New York just flipped the script on invisible “AI shopping” by passing the first law in the United States that forces retailers to admit when an algorithm is personalizing your price. Under the Algorithmic Pricing Disclosure Act, which took effect on November 10, 2025, any company doing business in New York that uses an individual shopper’s personal data to set or advertise a price has to put a clear notice right next to that price.
The law is aimed at so‑called “surveillance pricing,” where retailers feed signals like your location, loyalty‑program history, browsing behavior, or device data into AI models to decide what you should pay—sometimes charging different customers different amounts for the exact same product.
It does not ban all dynamic pricing; time‑of‑day changes, inventory‑based markdowns, or site‑wide promotions can continue as long as they do not rely on data tied to a specific, identifiable consumer. Regulators define “personal data” broadly but carve out some categories, including information used by certain for‑hire vehicle services and companies already tightly regulated under financial and insurance laws in New York State.
For shoppers, the biggest shift is visibility. On apps and websites, especially inside loyalty programs and “personalized offer” spaces, people in New York should start seeing explicit labels whenever their personal data has helped determine the price in front of them. The New York Attorney General’s Office has urged consumers to report any undisclosed algorithmic pricing and can escalate from cease‑and‑desist letters to injunctions and civil penalties of up to $1,000 per violation, even if no individual shopper proves economic harm.
For retailers, marketplaces, and platforms selling into New York, this means auditing where algorithms touch pricing, rewriting UX so the mandated statement sits directly beside affected prices, and training teams to distinguish covered “personalized algorithmic pricing” from broader dynamic practices.

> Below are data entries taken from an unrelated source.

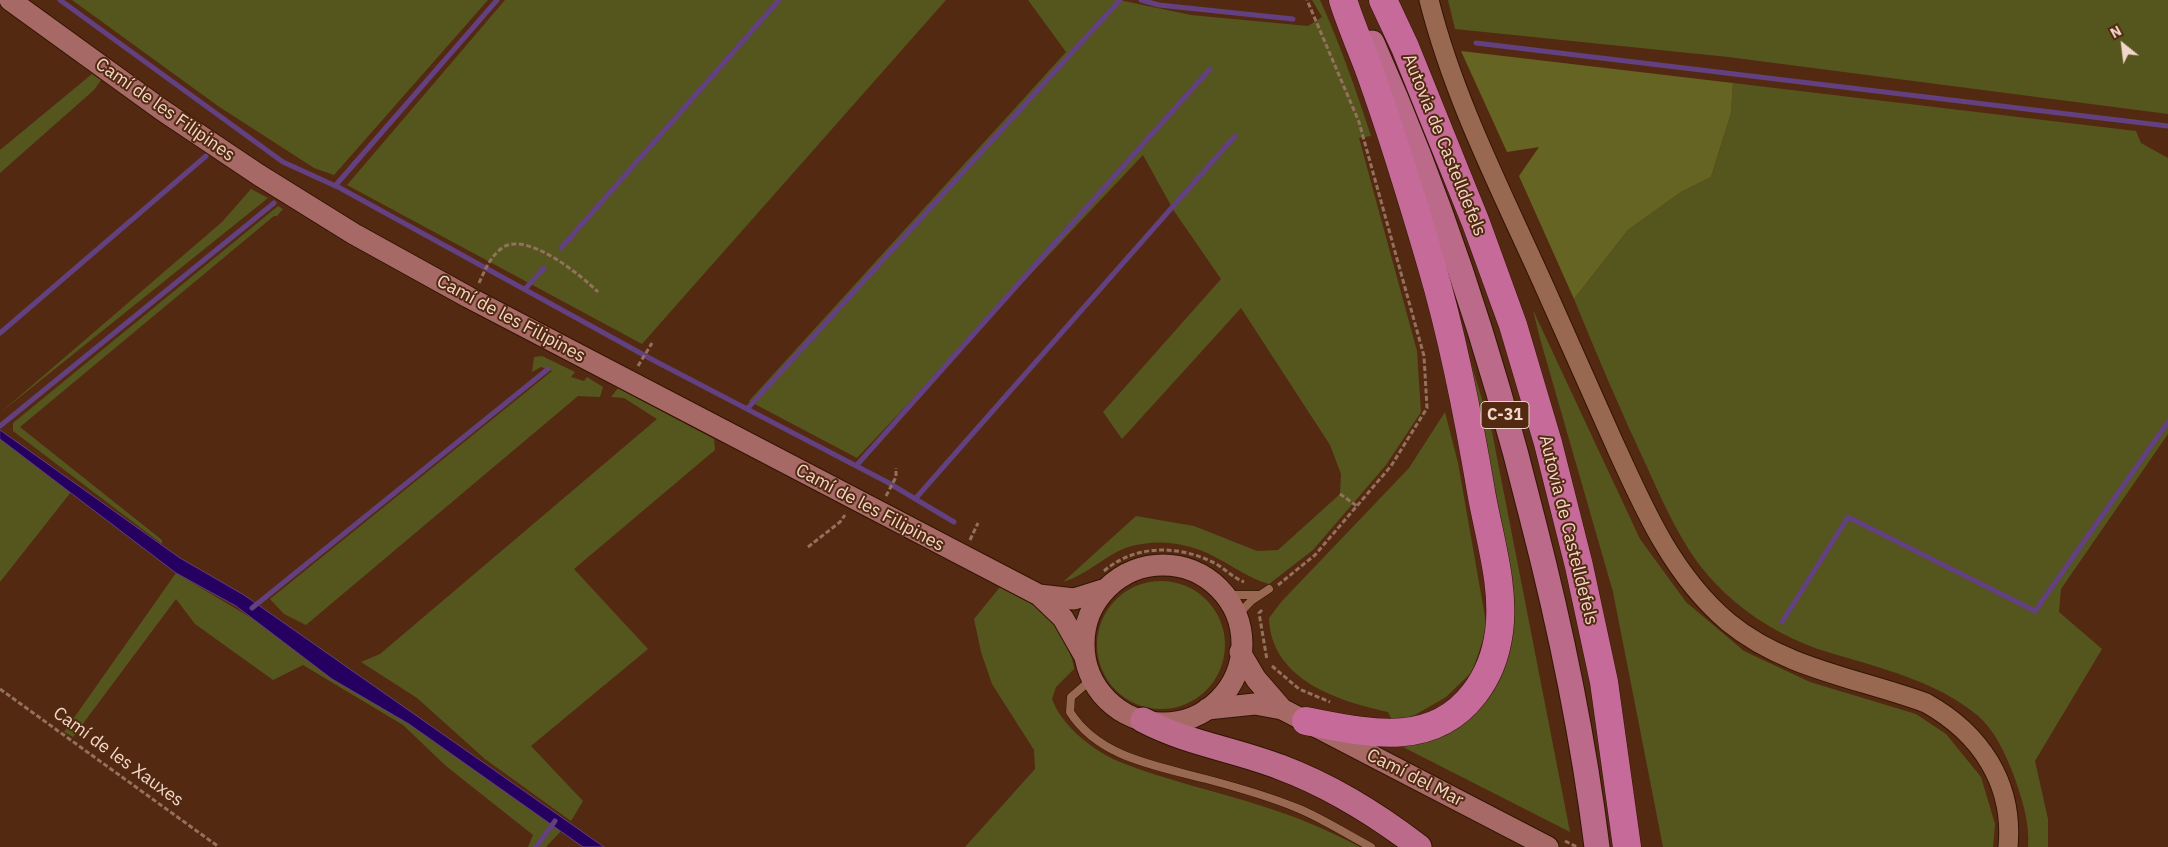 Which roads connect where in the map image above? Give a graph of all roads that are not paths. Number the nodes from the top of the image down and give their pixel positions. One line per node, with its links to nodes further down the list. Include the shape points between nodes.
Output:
1 (10, 0): 9 (main road, Camí de les Filipines, via 170,115 354,234 468,298)
2 (1343, 0): 18 (highway, via 1405,180 1451,336 1498,585 1500,630 1490,669 1477,690 1450,716 1432,726 1402,734)
3 (1352, 0): 22 (highway, Autovia de Castelldefels / C-31, via 1411,135 1482,331 1547,576 1572,692)
4 (1383, 0): 23 (highway, Autovia de Castelldefels / C-31, via 1476,223 1513,325 1548,443 1604,682)
5 (1429, 0): 24 (street, via 1446,61 1488,160 1653,526 1684,575 1698,594 1723,617 1767,648 1807,666 1926,703 1969,734 1991,763 1999,781 2007,815)
6 (1103, 581): 9 (main road, via 1074,599); 10 (main road, via 1114,582 1136,570 1163,565 1192,571); 13 (main road, via 1088,616)
7 (1269, 590): 8 (lane)
8 (1260, 594): 10 (lane); 11 (lane)
9 (1039, 595): 13 (main road, via 1063,618)
10 (1224, 595): 11 (main road)
11 (1236, 618): 12 (main road, via 1242,642)
12 (1240, 652): 15 (main road, via 1238,668 1228,691); 16 (main road, Camí del Mar, via 1256,679)
13 (1084, 656): 14 (main road)
14 (1092, 679): 17 (main road, via 1117,708); 20 (lane, via 1071,697 1070,712 1088,733 1106,746 1133,760 1297,808)
15 (1207, 709): 16 (main road, Camí del Mar, via 1255,704); 17 (main road, via 1176,721)
16 (1282, 709): 18 (main road, Camí del Mar)
17 (1143, 720): 21 (highway, via 1188,740 1252,757 1315,782 1383,820)
18 (1306, 721): 19 (main road, Camí del Mar)
19 (1547, 846)
20 (1370, 847)
21 (1419, 847)
22 (1597, 847)
23 (1627, 847)
24 (2008, 847)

Privacy and consumer‑protection lawyers say this New York framework is likely to become a reference point for other US states and for future federal scrutiny of AI‑driven pricing, putting new pressure on brands to treat price personalization less like a black box and more as a disclosed feature customers can see—and judge.
The law is clear: if businesses use algorithmic pricing, they must notify consumers. New Yorkers deserve to know whether their personal information is being used to set the prices they pay, and if businesses are charging customers different prices for the same products.
I will not hesitate to take action against those who try to mislead New Yorkers and use their personal information to manipulate prices without their knowledge,” said Attorney General James.